### Dataset records
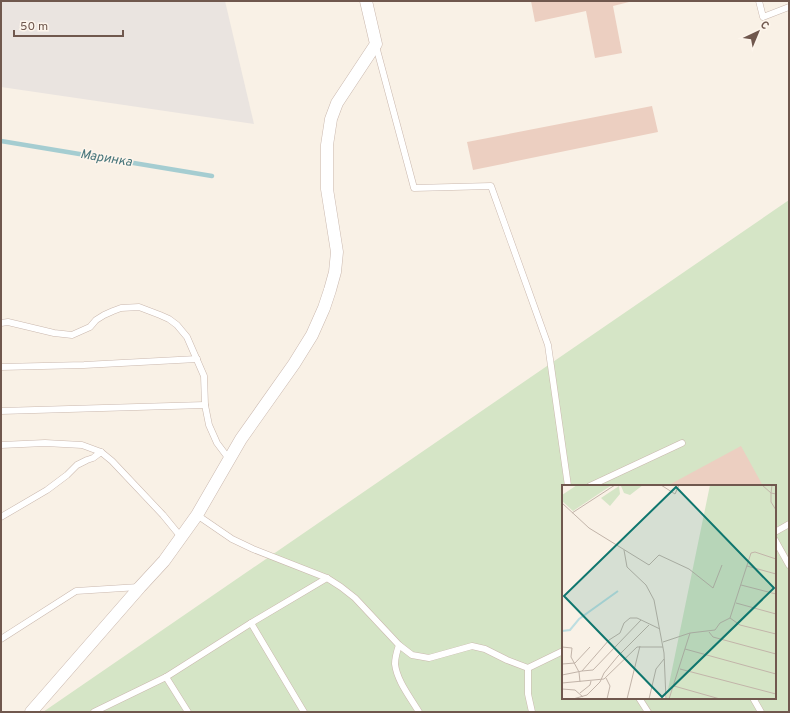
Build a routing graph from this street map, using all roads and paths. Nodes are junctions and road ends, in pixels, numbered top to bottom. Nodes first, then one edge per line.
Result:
1 (366, 1) edge
2 (759, 1) edge
3 (789, 7) edge
4 (376, 44) junction
5 (1, 322) edge
6 (197, 359) junction
7 (1, 367) edge
8 (205, 405) junction
9 (1, 411) edge
10 (682, 443) dead end
11 (1, 446) edge
12 (101, 452) junction
13 (229, 459) junction
14 (568, 485) edge
15 (592, 485) edge
16 (197, 515) junction
17 (1, 517) edge
18 (789, 524) edge
19 (776, 531) edge
20 (181, 537) junction
21 (776, 542) edge
22 (789, 565) edge
23 (327, 578) junction
24 (140, 587) junction
25 (251, 623) junction
26 (1, 639) edge
27 (399, 645) junction
28 (562, 651) edge
29 (528, 668) junction
30 (166, 677) junction
31 (640, 699) edge
32 (754, 699) edge
33 (31, 712) edge
34 (94, 712) edge
35 (188, 712) edge
36 (304, 712) edge
37 (419, 712) edge
38 (532, 712) edge
39 (648, 712) edge
40 (761, 712) edge

1 - 4 street
2 - 3 lane
4 - 13 street
4 - 14 lane
5 - 6 lane
6 - 7 lane
6 - 8 lane
8 - 9 lane
8 - 13 lane
10 - 15 lane
11 - 12 lane
12 - 17 lane
12 - 20 lane
13 - 16 street
16 - 20 street
16 - 23 lane
18 - 19 lane
20 - 24 street
21 - 22 lane
23 - 25 lane
23 - 27 lane
24 - 26 lane
24 - 33 street
25 - 30 lane
25 - 36 lane
27 - 29 lane
27 - 37 lane
28 - 29 lane
29 - 38 lane
30 - 34 lane
30 - 35 lane
31 - 39 lane
32 - 40 lane

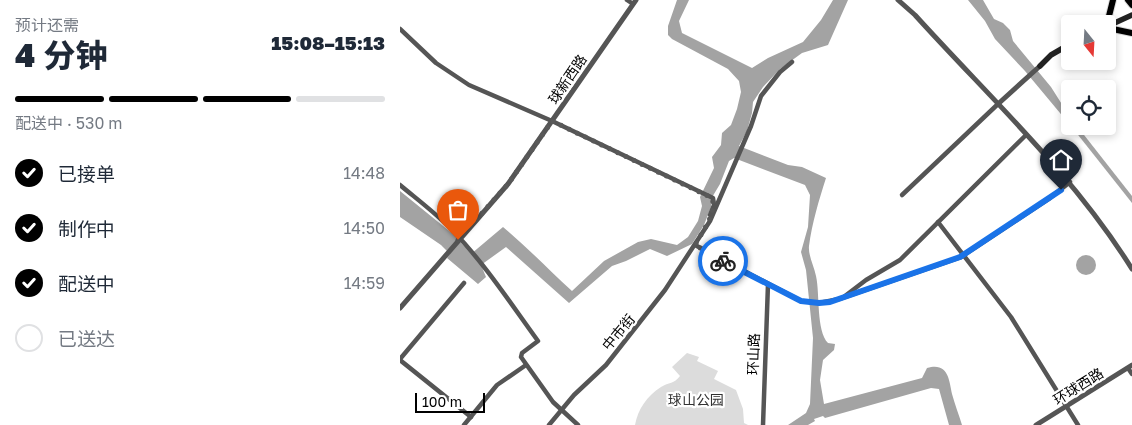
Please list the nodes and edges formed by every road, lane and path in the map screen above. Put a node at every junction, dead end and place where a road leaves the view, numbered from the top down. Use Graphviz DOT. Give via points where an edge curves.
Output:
graph roads {
  1 [pos="627,0"];
  2 [pos="898,0"];
  3 [pos="1113,0"];
  4 [pos="1128,0"];
  5 [pos="634,2"];
  6 [pos="1132,5"];
  7 [pos="1110,15"];
  8 [pos="1132,15"];
  9 [pos="1116,22"];
  10 [pos="400,29"];
  11 [pos="1116,29"];
  12 [pos="1132,33"];
  13 [pos="1061,49"];
  14 [pos="792,62"];
  15 [pos="1040,66"];
  16 [pos="998,104"];
  17 [pos="552,121"];
  18 [pos="1026,135"];
  19 [pos="1070,182"];
  20 [pos="400,185"];
  21 [pos="902,195"];
  22 [pos="938,222"];
  23 [pos="704,230"];
  24 [pos="459,239"];
  25 [pos="695,245"];
  26 [pos="964,255"];
  27 [pos="1132,269"];
  28 [pos="464,283"];
  29 [pos="768,284"];
  30 [pos="842,298"];
  31 [pos="400,308"];
  32 [pos="400,360"];
  33 [pos="526,364"];
  34 [pos="1130,367"];
  35 [pos="1132,374"];
  36 [pos="1066,406"];
  37 [pos="561,409"];
  38 [pos="471,417"];
  39 [pos="464,425"];
  40 [pos="549,425"];
  41 [pos="578,425"];
  42 [pos="763,425"];
  43 [pos="1036,425"];
  44 [pos="1078,425"];
  1 -- 5 [label="street"];
  2 -- 16 [label="street"];
  3 -- 7 [label="main road"];
  4 -- 6 [label="main road"];
  5 -- 17 [label="street, 球新西路"];
  8 -- 9 [label="main road"];
  10 -- 17 [label="street" via="436,63 460,80"];
  11 -- 12 [label="main road"];
  13 -- 15 [label="main road"];
  14 -- 23 [label="street" via="760,96 742,148"];
  15 -- 16 [label="street"];
  16 -- 18 [label="street"];
  16 -- 21 [label="street"];
  17 -- 23 [label="street" via="712,198 714,205"];
  17 -- 24 [label="street, 球新西路" via="508,184"];
  18 -- 19 [label="street"];
  18 -- 22 [label="street"];
  19 -- 26 [label="street"];
  19 -- 27 [label="street" via="1097,215"];
  20 -- 24 [label="street"];
  22 -- 26 [label="street"];
  22 -- 30 [label="street" via="897,262"];
  23 -- 25 [label="street, 中市街"];
  24 -- 31 [label="street, 球新西路"];
  24 -- 33 [label="street" via="538,341 522,354"];
  25 -- 29 [label="street"];
  25 -- 37 [label="street, 中市街" via="634,332"];
  26 -- 30 [label="street"];
  26 -- 36 [label="street" via="1012,317"];
  28 -- 32 [label="street"];
  29 -- 30 [label="street" via="808,303"];
  29 -- 42 [label="street, 环山路"];
  32 -- 38 [label="street"];
  33 -- 37 [label="street"];
  33 -- 38 [label="street" via="497,386"];
  34 -- 35 [label="street"];
  34 -- 36 [label="street, 环球西路"];
  36 -- 43 [label="street, 环球西路"];
  36 -- 44 [label="street"];
  37 -- 40 [label="street, 中市街"];
  37 -- 41 [label="street"];
  38 -- 39 [label="street"];
}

### Your assignment
Once the pictures are set aside, copy the remaining text of every entry exactly.

### Response below
Build a routing graph from this street map, using all roads and paths. Nodes are junctions and road ends, in pixels, numbered top to bottom. Nodes first, then one edge per line.
Result:
1 (366, 1) edge
2 (759, 1) edge
3 (789, 7) edge
4 (376, 44) junction
5 (1, 322) edge
6 (197, 359) junction
7 (1, 367) edge
8 (205, 405) junction
9 (1, 411) edge
10 (682, 443) dead end
11 (1, 446) edge
12 (101, 452) junction
13 (229, 459) junction
14 (568, 485) edge
15 (592, 485) edge
16 (197, 515) junction
17 (1, 517) edge
18 (789, 524) edge
19 (776, 531) edge
20 (181, 537) junction
21 (776, 542) edge
22 (789, 565) edge
23 (327, 578) junction
24 (140, 587) junction
25 (251, 623) junction
26 (1, 639) edge
27 (399, 645) junction
28 (562, 651) edge
29 (528, 668) junction
30 (166, 677) junction
31 (640, 699) edge
32 (754, 699) edge
33 (31, 712) edge
34 (94, 712) edge
35 (188, 712) edge
36 (304, 712) edge
37 (419, 712) edge
38 (532, 712) edge
39 (648, 712) edge
40 (761, 712) edge

1 - 4 street
2 - 3 lane
4 - 13 street
4 - 14 lane
5 - 6 lane
6 - 7 lane
6 - 8 lane
8 - 9 lane
8 - 13 lane
10 - 15 lane
11 - 12 lane
12 - 17 lane
12 - 20 lane
13 - 16 street
16 - 20 street
16 - 23 lane
18 - 19 lane
20 - 24 street
21 - 22 lane
23 - 25 lane
23 - 27 lane
24 - 26 lane
24 - 33 street
25 - 30 lane
25 - 36 lane
27 - 29 lane
27 - 37 lane
28 - 29 lane
29 - 38 lane
30 - 34 lane
30 - 35 lane
31 - 39 lane
32 - 40 lane

Please list the nodes and edges formed by every road, lane and path in the map screen above. Put a node at every junction, dead end and place where a road leaves the view, numbered from the top down. Use Graphviz DOT. Give via points where an edge curves.
Output:
graph roads {
  1 [pos="627,0"];
  2 [pos="898,0"];
  3 [pos="1113,0"];
  4 [pos="1128,0"];
  5 [pos="634,2"];
  6 [pos="1132,5"];
  7 [pos="1110,15"];
  8 [pos="1132,15"];
  9 [pos="1116,22"];
  10 [pos="400,29"];
  11 [pos="1116,29"];
  12 [pos="1132,33"];
  13 [pos="1061,49"];
  14 [pos="792,62"];
  15 [pos="1040,66"];
  16 [pos="998,104"];
  17 [pos="552,121"];
  18 [pos="1026,135"];
  19 [pos="1070,182"];
  20 [pos="400,185"];
  21 [pos="902,195"];
  22 [pos="938,222"];
  23 [pos="704,230"];
  24 [pos="459,239"];
  25 [pos="695,245"];
  26 [pos="964,255"];
  27 [pos="1132,269"];
  28 [pos="464,283"];
  29 [pos="768,284"];
  30 [pos="842,298"];
  31 [pos="400,308"];
  32 [pos="400,360"];
  33 [pos="526,364"];
  34 [pos="1130,367"];
  35 [pos="1132,374"];
  36 [pos="1066,406"];
  37 [pos="561,409"];
  38 [pos="471,417"];
  39 [pos="464,425"];
  40 [pos="549,425"];
  41 [pos="578,425"];
  42 [pos="763,425"];
  43 [pos="1036,425"];
  44 [pos="1078,425"];
  1 -- 5 [label="street"];
  2 -- 16 [label="street"];
  3 -- 7 [label="main road"];
  4 -- 6 [label="main road"];
  5 -- 17 [label="street, 球新西路"];
  8 -- 9 [label="main road"];
  10 -- 17 [label="street" via="436,63 460,80"];
  11 -- 12 [label="main road"];
  13 -- 15 [label="main road"];
  14 -- 23 [label="street" via="760,96 742,148"];
  15 -- 16 [label="street"];
  16 -- 18 [label="street"];
  16 -- 21 [label="street"];
  17 -- 23 [label="street" via="712,198 714,205"];
  17 -- 24 [label="street, 球新西路" via="508,184"];
  18 -- 19 [label="street"];
  18 -- 22 [label="street"];
  19 -- 26 [label="street"];
  19 -- 27 [label="street" via="1097,215"];
  20 -- 24 [label="street"];
  22 -- 26 [label="street"];
  22 -- 30 [label="street" via="897,262"];
  23 -- 25 [label="street, 中市街"];
  24 -- 31 [label="street, 球新西路"];
  24 -- 33 [label="street" via="538,341 522,354"];
  25 -- 29 [label="street"];
  25 -- 37 [label="street, 中市街" via="634,332"];
  26 -- 30 [label="street"];
  26 -- 36 [label="street" via="1012,317"];
  28 -- 32 [label="street"];
  29 -- 30 [label="street" via="808,303"];
  29 -- 42 [label="street, 环山路"];
  32 -- 38 [label="street"];
  33 -- 37 [label="street"];
  33 -- 38 [label="street" via="497,386"];
  34 -- 35 [label="street"];
  34 -- 36 [label="street, 环球西路"];
  36 -- 43 [label="street, 环球西路"];
  36 -- 44 [label="street"];
  37 -- 40 [label="street, 中市街"];
  37 -- 41 [label="street"];
  38 -- 39 [label="street"];
}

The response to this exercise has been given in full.